═════ DATA SECTION ═════
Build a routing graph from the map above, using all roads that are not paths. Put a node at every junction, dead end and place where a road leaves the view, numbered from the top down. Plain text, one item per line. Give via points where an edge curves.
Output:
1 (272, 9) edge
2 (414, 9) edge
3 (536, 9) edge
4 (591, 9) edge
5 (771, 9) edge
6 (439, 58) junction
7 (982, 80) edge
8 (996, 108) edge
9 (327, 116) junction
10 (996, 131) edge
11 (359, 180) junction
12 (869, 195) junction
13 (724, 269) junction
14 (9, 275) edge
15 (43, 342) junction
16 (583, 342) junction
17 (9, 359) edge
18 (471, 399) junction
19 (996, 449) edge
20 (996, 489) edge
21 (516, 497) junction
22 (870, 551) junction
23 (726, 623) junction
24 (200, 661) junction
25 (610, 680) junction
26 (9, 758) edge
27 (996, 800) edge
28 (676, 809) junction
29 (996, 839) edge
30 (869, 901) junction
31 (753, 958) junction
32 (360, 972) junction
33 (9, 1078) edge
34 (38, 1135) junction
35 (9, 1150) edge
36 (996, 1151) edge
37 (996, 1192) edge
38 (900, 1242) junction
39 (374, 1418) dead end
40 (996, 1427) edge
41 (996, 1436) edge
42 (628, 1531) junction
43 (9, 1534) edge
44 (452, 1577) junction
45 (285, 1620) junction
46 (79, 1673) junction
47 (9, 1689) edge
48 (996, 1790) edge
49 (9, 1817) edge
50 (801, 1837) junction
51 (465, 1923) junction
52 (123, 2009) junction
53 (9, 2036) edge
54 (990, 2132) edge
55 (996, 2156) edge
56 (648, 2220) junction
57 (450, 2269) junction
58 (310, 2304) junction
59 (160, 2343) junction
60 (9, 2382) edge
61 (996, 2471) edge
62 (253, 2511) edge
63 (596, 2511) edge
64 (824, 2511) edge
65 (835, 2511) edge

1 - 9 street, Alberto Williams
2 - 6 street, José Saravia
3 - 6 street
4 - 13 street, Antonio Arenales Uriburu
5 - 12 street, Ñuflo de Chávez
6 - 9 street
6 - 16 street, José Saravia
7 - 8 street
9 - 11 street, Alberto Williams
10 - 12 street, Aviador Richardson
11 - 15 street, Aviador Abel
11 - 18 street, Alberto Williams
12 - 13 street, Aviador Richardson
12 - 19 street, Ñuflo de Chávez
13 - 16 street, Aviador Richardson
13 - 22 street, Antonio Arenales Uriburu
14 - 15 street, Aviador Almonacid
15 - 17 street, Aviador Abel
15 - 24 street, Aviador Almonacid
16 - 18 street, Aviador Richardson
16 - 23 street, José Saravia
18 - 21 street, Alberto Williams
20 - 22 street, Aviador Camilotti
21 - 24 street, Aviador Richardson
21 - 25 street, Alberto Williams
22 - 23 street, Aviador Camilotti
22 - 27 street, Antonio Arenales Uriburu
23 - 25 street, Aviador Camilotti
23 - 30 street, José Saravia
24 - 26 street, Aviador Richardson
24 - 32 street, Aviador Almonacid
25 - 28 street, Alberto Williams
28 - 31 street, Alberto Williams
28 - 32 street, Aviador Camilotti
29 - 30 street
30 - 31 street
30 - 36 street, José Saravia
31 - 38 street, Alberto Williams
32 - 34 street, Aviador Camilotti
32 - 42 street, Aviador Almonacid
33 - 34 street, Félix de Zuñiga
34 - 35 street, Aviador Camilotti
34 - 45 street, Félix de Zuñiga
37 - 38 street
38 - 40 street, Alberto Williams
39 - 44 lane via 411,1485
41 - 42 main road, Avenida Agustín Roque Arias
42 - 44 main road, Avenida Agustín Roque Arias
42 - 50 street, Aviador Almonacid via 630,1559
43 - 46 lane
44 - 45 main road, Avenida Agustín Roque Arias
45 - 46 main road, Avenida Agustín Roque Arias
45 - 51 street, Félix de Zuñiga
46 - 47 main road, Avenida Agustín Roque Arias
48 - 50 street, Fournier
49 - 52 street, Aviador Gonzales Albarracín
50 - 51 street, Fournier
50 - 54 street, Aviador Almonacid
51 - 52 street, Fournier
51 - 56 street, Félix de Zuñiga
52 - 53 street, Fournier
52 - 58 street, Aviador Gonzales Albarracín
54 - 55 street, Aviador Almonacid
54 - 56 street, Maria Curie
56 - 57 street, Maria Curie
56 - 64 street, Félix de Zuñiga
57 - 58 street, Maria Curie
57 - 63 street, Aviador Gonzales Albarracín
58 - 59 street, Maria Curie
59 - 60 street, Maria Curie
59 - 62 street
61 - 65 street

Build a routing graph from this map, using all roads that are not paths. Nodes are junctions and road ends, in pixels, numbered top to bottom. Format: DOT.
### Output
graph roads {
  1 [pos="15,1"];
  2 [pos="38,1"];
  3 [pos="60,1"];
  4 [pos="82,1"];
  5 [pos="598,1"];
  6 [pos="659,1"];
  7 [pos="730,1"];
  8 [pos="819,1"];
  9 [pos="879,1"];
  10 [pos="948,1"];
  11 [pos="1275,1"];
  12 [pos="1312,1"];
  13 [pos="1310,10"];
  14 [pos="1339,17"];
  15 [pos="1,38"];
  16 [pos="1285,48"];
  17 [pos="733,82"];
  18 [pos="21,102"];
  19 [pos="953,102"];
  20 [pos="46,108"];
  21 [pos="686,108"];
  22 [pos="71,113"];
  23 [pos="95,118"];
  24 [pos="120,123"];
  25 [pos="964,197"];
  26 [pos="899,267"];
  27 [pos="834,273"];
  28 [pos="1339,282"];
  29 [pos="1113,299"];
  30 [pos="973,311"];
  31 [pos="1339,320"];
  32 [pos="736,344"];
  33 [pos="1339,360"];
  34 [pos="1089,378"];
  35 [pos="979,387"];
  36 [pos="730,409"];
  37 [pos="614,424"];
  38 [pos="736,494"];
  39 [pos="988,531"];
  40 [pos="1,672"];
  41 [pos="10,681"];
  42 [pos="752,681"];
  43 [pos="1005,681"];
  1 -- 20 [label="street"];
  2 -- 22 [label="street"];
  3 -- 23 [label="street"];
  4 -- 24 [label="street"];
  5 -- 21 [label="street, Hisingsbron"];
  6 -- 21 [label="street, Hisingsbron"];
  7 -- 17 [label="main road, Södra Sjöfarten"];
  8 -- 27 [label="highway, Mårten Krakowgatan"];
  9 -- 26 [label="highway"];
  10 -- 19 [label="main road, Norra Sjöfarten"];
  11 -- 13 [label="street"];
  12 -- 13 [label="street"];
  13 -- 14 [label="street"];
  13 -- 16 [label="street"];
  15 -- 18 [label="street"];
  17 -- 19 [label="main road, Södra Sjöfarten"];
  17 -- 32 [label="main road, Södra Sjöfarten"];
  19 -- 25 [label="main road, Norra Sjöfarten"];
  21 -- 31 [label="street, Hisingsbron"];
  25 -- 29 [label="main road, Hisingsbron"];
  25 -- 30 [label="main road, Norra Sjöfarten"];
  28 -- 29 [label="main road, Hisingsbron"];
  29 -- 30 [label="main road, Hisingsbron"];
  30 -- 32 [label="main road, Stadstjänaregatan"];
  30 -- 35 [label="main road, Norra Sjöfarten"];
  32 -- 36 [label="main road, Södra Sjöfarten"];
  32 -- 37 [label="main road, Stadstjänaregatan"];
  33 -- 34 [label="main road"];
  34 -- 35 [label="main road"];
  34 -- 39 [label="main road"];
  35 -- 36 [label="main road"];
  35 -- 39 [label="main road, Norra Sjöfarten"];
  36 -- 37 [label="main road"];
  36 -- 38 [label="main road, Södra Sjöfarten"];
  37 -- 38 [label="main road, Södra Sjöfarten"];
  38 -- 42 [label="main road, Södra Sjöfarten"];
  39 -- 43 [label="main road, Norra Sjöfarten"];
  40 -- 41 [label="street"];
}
═════
REQUIREMENT ->
For every line in the data above that has the string "Saravia", return that line.

RESPONSE TO THIS TASK ->
2 - 6 street, José Saravia
6 - 16 street, José Saravia
16 - 23 street, José Saravia
23 - 30 street, José Saravia
30 - 36 street, José Saravia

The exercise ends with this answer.